- Opening Delimiter -
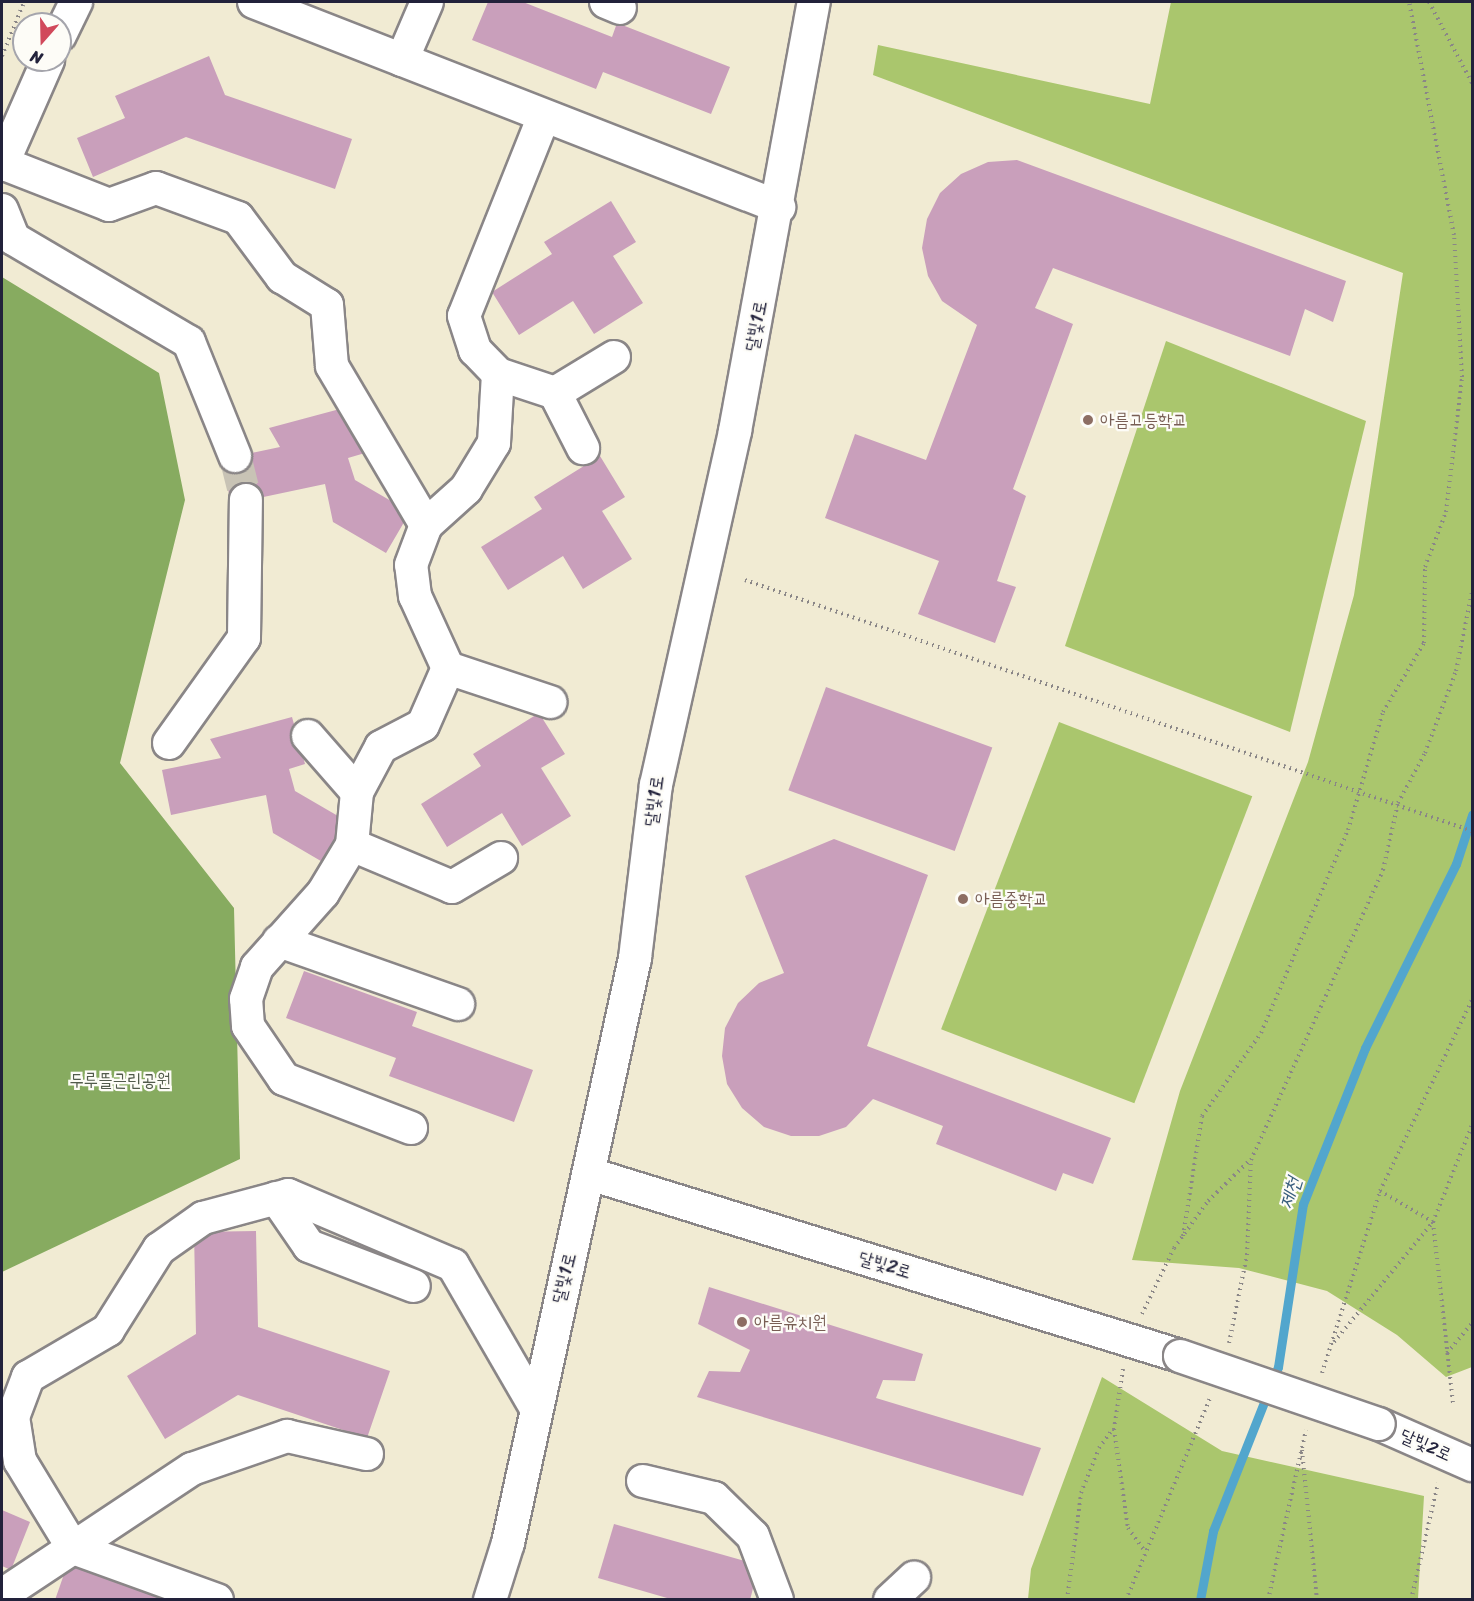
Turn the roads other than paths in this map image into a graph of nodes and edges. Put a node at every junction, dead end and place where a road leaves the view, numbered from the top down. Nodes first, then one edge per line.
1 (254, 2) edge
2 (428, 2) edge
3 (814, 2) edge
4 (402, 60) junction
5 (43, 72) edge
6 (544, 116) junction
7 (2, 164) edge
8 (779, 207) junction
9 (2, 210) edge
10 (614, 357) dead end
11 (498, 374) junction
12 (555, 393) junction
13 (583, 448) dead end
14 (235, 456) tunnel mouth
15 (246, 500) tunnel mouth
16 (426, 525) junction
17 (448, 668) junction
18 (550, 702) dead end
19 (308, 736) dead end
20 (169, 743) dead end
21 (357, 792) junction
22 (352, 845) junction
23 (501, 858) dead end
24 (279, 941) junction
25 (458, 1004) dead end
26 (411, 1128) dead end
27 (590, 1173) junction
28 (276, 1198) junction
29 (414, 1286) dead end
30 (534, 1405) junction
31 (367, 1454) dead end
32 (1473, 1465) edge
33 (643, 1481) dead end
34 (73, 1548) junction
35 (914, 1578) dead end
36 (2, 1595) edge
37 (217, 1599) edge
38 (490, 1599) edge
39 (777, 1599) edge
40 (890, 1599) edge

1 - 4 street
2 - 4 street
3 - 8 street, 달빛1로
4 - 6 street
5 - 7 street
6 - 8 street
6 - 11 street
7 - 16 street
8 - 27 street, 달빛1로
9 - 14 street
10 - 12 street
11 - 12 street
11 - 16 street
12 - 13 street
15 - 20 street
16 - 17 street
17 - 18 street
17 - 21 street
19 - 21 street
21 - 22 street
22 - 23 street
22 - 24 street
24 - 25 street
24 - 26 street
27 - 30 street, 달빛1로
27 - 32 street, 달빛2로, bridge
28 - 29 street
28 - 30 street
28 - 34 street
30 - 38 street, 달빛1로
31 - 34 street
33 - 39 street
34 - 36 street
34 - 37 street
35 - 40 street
- Closing Delimiter -
• _Task_:
Every line above carrying the word "tunnel" needs to be shown.

• _Result for this task_:
14 (235, 456) tunnel mouth
15 (246, 500) tunnel mouth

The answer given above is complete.